TASK TO CARRY OUT ▸ Please tally the lines below that contain the string "bends" and reply with that figure only.

[Dataset items]
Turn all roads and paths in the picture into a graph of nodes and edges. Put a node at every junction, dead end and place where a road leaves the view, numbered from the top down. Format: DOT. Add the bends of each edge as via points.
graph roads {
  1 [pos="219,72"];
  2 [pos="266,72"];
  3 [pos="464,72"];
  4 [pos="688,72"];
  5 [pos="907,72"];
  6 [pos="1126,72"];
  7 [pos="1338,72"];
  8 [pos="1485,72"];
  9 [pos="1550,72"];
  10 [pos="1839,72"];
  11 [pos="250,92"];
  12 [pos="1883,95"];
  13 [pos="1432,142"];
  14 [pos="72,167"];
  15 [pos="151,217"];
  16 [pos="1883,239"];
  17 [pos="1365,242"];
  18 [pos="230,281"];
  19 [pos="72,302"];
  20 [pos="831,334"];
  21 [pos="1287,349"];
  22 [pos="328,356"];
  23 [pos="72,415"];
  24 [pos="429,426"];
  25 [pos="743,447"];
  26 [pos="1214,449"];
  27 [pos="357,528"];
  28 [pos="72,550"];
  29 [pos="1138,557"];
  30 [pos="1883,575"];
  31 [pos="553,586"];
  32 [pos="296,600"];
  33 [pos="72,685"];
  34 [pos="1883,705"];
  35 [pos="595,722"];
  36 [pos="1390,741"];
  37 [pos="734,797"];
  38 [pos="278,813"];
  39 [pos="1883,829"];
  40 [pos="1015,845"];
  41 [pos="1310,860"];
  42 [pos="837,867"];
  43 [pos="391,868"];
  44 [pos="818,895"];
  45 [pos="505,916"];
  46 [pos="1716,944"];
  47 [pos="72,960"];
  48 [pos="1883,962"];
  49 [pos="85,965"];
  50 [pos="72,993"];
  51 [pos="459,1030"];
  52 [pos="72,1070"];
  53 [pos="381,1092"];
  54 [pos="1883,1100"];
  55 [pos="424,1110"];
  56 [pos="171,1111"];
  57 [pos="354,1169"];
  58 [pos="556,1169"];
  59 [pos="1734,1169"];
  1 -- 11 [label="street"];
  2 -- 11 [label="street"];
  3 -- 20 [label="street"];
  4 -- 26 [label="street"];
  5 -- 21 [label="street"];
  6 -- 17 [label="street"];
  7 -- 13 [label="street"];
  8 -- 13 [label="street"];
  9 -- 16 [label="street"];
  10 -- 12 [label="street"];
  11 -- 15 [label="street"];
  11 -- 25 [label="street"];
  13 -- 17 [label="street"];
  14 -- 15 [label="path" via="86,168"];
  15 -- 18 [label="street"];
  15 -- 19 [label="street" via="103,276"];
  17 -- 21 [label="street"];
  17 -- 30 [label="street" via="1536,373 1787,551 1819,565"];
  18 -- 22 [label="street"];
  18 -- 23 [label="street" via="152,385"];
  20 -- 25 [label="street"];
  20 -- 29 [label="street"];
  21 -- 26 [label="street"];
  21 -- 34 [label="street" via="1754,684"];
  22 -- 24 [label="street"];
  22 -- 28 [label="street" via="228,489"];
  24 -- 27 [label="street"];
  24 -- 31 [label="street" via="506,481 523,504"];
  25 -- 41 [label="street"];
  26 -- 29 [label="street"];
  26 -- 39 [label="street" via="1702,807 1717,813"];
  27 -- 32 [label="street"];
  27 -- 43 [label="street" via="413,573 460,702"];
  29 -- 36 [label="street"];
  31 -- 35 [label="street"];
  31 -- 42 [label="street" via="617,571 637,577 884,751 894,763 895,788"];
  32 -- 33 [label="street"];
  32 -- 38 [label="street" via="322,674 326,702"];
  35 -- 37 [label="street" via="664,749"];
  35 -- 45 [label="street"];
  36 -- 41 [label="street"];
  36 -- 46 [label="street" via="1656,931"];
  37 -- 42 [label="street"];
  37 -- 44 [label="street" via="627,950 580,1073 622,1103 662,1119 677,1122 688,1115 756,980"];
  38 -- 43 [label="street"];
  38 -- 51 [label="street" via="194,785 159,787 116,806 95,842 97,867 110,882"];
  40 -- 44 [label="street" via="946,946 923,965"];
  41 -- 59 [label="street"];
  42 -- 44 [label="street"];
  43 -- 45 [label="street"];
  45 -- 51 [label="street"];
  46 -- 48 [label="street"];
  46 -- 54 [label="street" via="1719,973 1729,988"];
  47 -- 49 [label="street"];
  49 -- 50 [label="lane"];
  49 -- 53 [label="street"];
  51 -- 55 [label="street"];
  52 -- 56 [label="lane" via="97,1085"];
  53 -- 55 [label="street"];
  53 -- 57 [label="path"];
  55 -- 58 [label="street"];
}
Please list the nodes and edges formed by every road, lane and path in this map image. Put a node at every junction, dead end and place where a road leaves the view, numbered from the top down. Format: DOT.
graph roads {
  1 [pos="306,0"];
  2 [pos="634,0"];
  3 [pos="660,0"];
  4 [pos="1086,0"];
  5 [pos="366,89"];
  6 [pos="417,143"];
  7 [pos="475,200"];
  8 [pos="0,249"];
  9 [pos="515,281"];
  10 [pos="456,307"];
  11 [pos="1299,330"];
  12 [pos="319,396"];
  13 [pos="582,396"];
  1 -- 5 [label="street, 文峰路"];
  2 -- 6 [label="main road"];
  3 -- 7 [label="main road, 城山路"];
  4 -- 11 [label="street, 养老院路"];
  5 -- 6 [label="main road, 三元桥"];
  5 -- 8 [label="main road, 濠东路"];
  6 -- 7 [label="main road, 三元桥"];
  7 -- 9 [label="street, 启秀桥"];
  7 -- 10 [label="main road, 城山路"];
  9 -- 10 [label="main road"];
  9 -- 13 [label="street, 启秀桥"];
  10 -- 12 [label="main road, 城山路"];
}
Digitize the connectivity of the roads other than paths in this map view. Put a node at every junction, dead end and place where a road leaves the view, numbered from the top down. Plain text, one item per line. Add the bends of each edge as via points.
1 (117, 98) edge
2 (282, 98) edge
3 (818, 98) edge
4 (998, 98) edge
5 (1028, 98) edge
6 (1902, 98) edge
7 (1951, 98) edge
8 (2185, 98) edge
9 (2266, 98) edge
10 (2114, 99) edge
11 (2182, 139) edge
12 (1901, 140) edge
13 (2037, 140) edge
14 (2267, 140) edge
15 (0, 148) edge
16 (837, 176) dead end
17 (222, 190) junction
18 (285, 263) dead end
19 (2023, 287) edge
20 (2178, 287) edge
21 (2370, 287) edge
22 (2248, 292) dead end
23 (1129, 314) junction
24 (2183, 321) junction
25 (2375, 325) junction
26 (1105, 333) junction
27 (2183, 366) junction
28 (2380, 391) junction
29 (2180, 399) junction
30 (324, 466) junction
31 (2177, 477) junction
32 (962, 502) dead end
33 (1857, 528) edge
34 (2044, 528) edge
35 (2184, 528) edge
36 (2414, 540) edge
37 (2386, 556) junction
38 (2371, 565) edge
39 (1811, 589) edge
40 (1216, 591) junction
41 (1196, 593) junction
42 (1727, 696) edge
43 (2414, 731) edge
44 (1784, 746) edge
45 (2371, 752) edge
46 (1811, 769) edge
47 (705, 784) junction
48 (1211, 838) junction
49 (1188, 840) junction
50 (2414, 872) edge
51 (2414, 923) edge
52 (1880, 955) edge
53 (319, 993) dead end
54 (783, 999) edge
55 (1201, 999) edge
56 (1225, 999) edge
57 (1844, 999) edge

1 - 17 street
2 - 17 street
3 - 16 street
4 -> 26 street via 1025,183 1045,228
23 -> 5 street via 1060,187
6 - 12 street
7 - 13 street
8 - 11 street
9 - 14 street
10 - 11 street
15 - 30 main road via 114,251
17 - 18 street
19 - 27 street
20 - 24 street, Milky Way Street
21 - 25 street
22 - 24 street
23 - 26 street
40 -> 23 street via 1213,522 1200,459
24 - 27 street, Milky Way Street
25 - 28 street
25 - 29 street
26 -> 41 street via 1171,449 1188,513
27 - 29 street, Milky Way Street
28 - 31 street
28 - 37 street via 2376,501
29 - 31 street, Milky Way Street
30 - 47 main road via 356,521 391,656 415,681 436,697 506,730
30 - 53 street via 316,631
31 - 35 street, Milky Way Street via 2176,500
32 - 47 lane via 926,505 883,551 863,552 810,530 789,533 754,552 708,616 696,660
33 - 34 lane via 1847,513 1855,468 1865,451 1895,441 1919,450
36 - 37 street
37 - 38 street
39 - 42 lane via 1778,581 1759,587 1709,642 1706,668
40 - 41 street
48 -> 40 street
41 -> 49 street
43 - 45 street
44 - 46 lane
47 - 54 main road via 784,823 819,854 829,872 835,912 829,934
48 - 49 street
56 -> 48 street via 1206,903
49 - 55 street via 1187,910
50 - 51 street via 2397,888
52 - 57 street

RESPONSE ▸ 2